Work order:
No pictures go into the output, which should consist only of the lines from the first line of the data through the line with "Extract the road", copied exactly.

*** Task data Section Begins ***

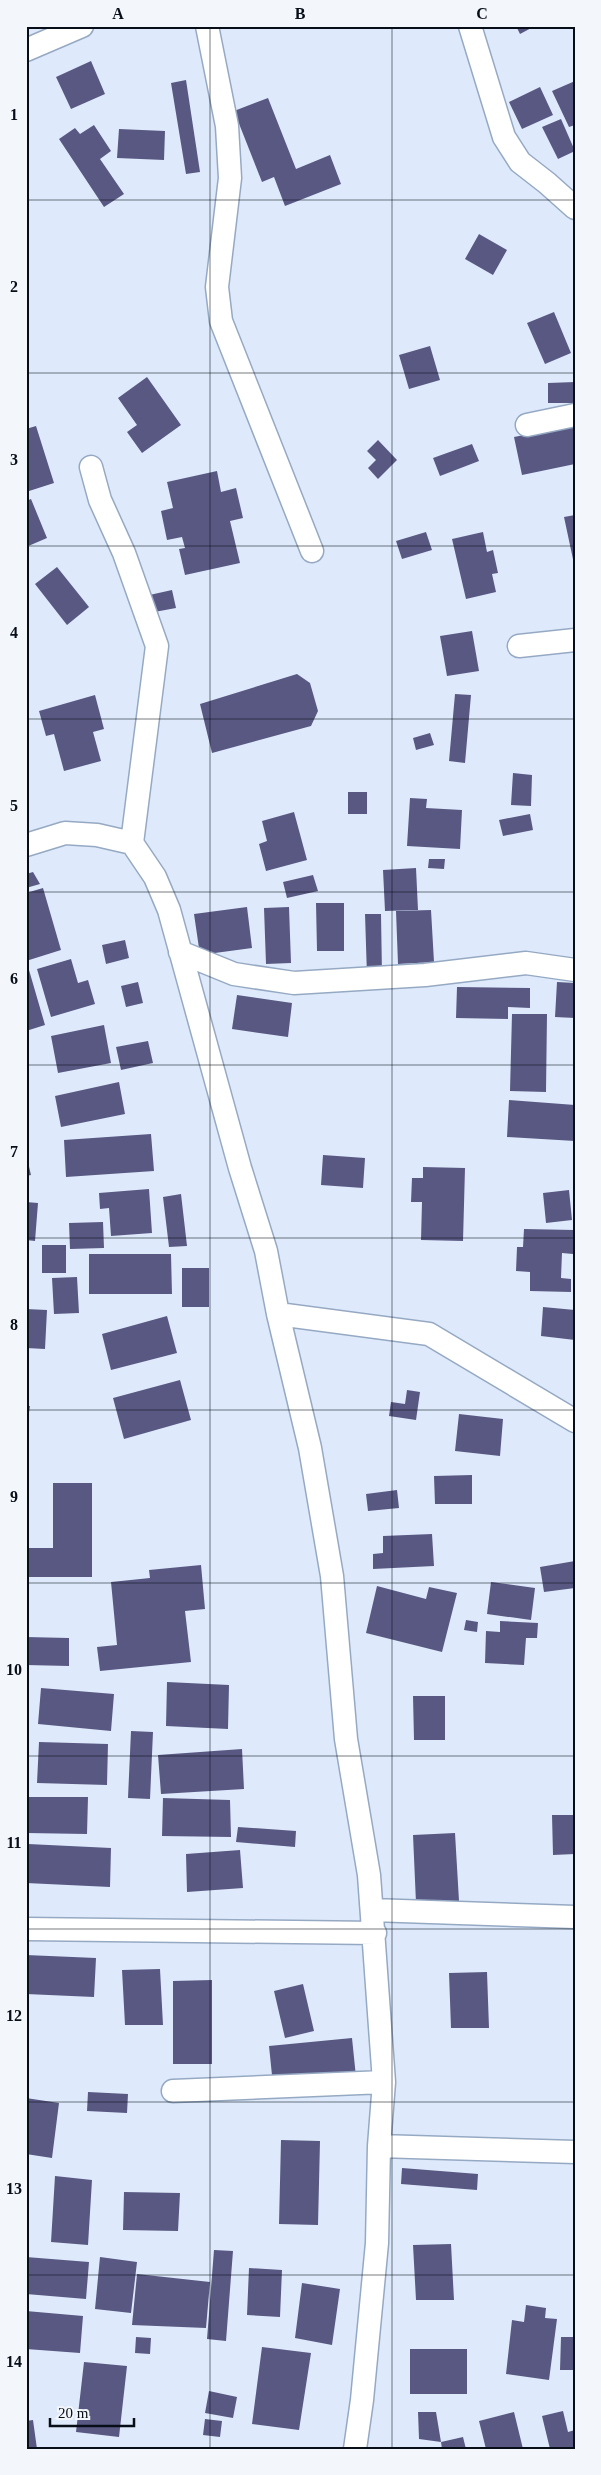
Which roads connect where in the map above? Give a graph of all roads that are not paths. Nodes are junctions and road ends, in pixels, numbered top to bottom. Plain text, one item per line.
1 (82, 26) edge
2 (207, 26) edge
3 (470, 26) edge
4 (26, 50) edge
5 (575, 208) edge
6 (575, 415) edge
7 (527, 425) dead end
8 (91, 467) dead end
9 (312, 551) dead end
10 (575, 640) edge
11 (519, 646) dead end
12 (132, 843) junction
13 (26, 845) edge
14 (180, 952) junction
15 (575, 970) edge
16 (278, 1314) junction
17 (575, 1421) edge
18 (372, 1910) junction
19 (575, 1917) edge
20 (26, 1929) edge
21 (375, 1933) junction
22 (384, 2082) junction
23 (173, 2091) dead end
24 (379, 2146) junction
25 (575, 2152) edge
26 (354, 2449) edge

1 - 4 street
2 - 9 street
3 - 5 street
6 - 7 street
8 - 12 street
10 - 11 street
12 - 13 street
12 - 14 street
14 - 15 street
14 - 16 street
16 - 17 street
16 - 18 street
18 - 19 street
18 - 21 street
20 - 21 street
21 - 22 street
22 - 23 street
22 - 24 street
24 - 25 street
24 - 26 street

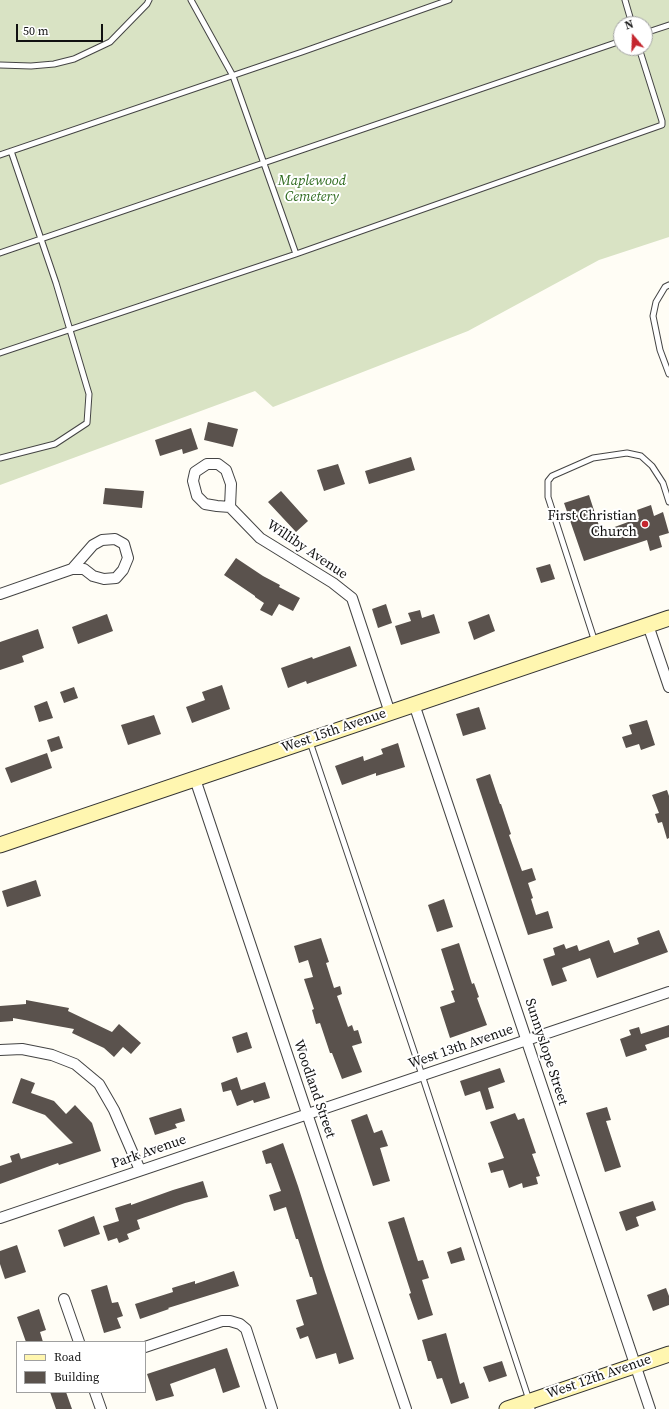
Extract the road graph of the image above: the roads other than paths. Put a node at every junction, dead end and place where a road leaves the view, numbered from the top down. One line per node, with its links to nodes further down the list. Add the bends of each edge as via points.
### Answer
1 (149, 0): 10 (lane, via 110,42 74,59 31,66)
2 (191, 0): 11 (lane)
3 (449, 0): 11 (lane)
4 (625, 0): 5 (lane)
5 (630, 16)
6 (669, 24): 7 (lane)
7 (653, 30)
8 (613, 44): 16 (lane)
9 (642, 56): 13 (lane)
10 (0, 65)
11 (233, 76): 14 (lane); 16 (lane)
12 (669, 118): 13 (lane)
13 (662, 121): 19 (lane, via 662,125)
14 (11, 151): 15 (lane); 17 (lane)
15 (0, 154)
16 (264, 163): 17 (lane); 19 (lane)
17 (41, 239): 18 (lane); 21 (lane)
18 (0, 253)
19 (296, 254): 21 (lane)
20 (669, 285): 23 (lane, via 656,302 653,316 660,350)
21 (70, 330): 22 (lane); 24 (lane, via 89,394 87,423 55,444)
22 (0, 353)
23 (669, 374)
24 (0, 458)
25 (669, 502): 31 (lane, via 663,482 652,466 641,456 627,453 593,458 552,476 548,481 548,497)
26 (230, 507): 26 (street, via 231,484 226,470 218,464 207,464 195,472 193,481 197,496 205,504); 34 (street, Williby Avenue, via 260,538 333,583 352,598)
27 (72, 569): 27 (street, via 84,569 104,580 116,578 128,558 124,544 115,539 102,540 93,545); 28 (street)
28 (0, 594)
29 (669, 618): 30 (street, West 15th Avenue)
30 (648, 626): 31 (street, West 15th Avenue); 32 (street)
31 (596, 643): 33 (street, West 15th Avenue)
32 (669, 687)
33 (414, 704): 34 (street, West 15th Avenue); 39 (street, Sunnyslope Street)
34 (390, 713): 35 (street, West 15th Avenue)
35 (309, 740): 36 (street, West 15th Avenue); 41 (lane)
36 (194, 779): 37 (street, West 15th Avenue); 42 (street, Woodland Street)
37 (0, 845)
38 (669, 992): 39 (street, West 13th Avenue)
39 (527, 1040): 41 (street, West 13th Avenue); 49 (street, Sunnyslope Street)
40 (0, 1050): 43 (street, via 22,1049 52,1054 75,1064 99,1084 114,1110)
41 (422, 1075): 42 (street, West 13th Avenue); 51 (lane)
42 (308, 1114): 43 (street, Park Avenue); 54 (street, Woodland Street)
43 (140, 1170): 44 (street, Park Avenue)
44 (0, 1218)
45 (64, 1299): 46 (street)
46 (78, 1341)
47 (146, 1347): 53 (street, via 222,1321 240,1324 246,1329)
48 (669, 1354): 49 (street, West 12th Avenue)
49 (635, 1365): 51 (street, West 12th Avenue); 56 (street, Sunnyslope Street)
50 (95, 1393): 52 (street)
51 (531, 1405): 55 (street, West 12th Avenue)
52 (101, 1409)
53 (272, 1409)
54 (406, 1409)
55 (507, 1409)
56 (650, 1409)

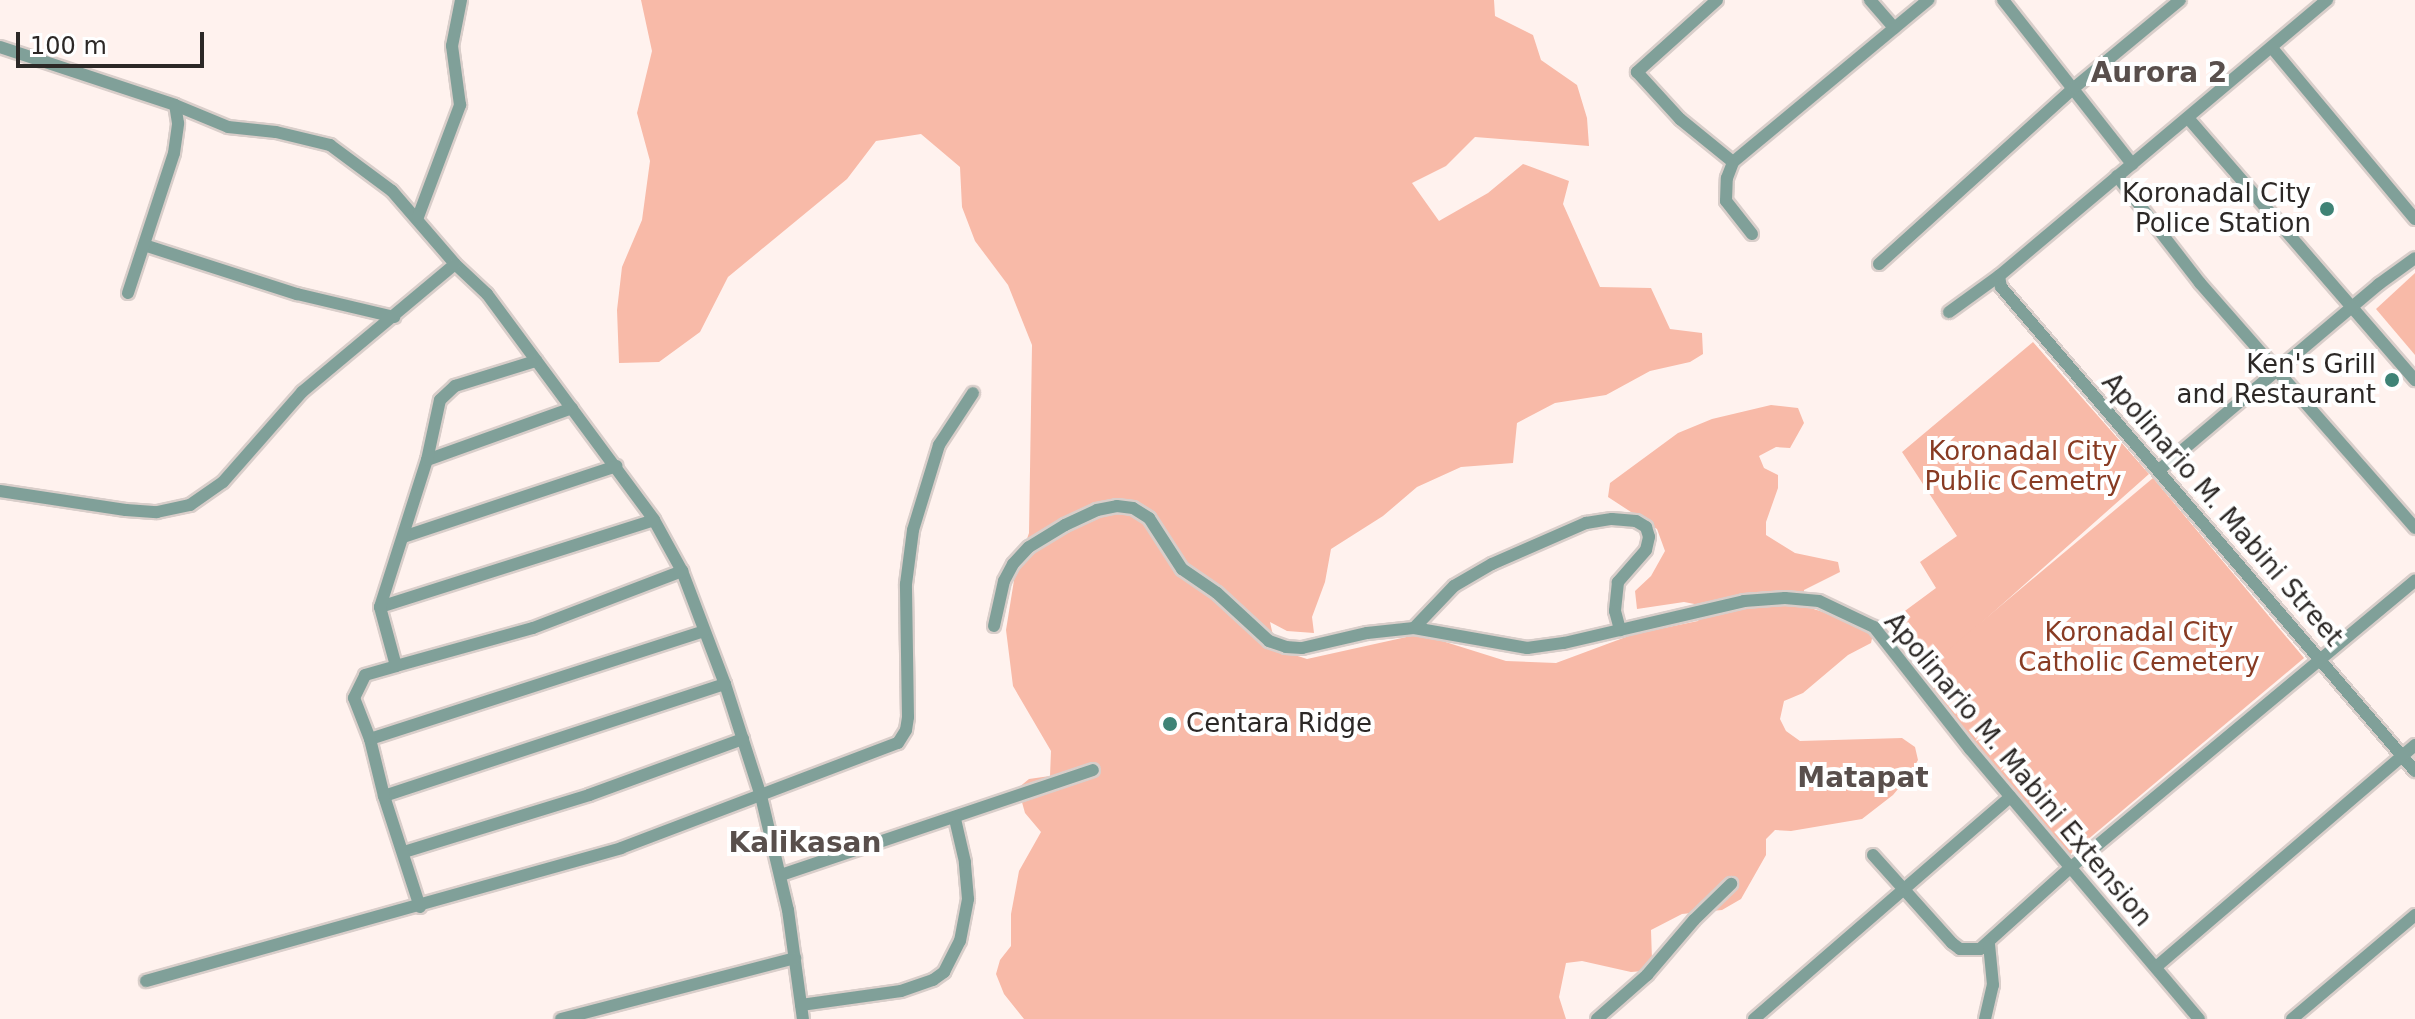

*** Task data Section Ends ***

Solution for this problem:
Which roads connect where in the map above? Give a graph of all roads that are not paths. Nodes are junctions and road ends, in pixels, numbered top to bottom. Plain text, one item per line.
1 (82, 26) edge
2 (207, 26) edge
3 (470, 26) edge
4 (26, 50) edge
5 (575, 208) edge
6 (575, 415) edge
7 (527, 425) dead end
8 (91, 467) dead end
9 (312, 551) dead end
10 (575, 640) edge
11 (519, 646) dead end
12 (132, 843) junction
13 (26, 845) edge
14 (180, 952) junction
15 (575, 970) edge
16 (278, 1314) junction
17 (575, 1421) edge
18 (372, 1910) junction
19 (575, 1917) edge
20 (26, 1929) edge
21 (375, 1933) junction
22 (384, 2082) junction
23 (173, 2091) dead end
24 (379, 2146) junction
25 (575, 2152) edge
26 (354, 2449) edge

1 - 4 street
2 - 9 street
3 - 5 street
6 - 7 street
8 - 12 street
10 - 11 street
12 - 13 street
12 - 14 street
14 - 15 street
14 - 16 street
16 - 17 street
16 - 18 street
18 - 19 street
18 - 21 street
20 - 21 street
21 - 22 street
22 - 23 street
22 - 24 street
24 - 25 street
24 - 26 street

Extract the road graph of the image above: the roads other than paths. Put a node at every junction, dead end and place where a road leaves the view, numbered from the top down. One line per node, with its links to nodes further down the list. Add the bends of each edge as via points.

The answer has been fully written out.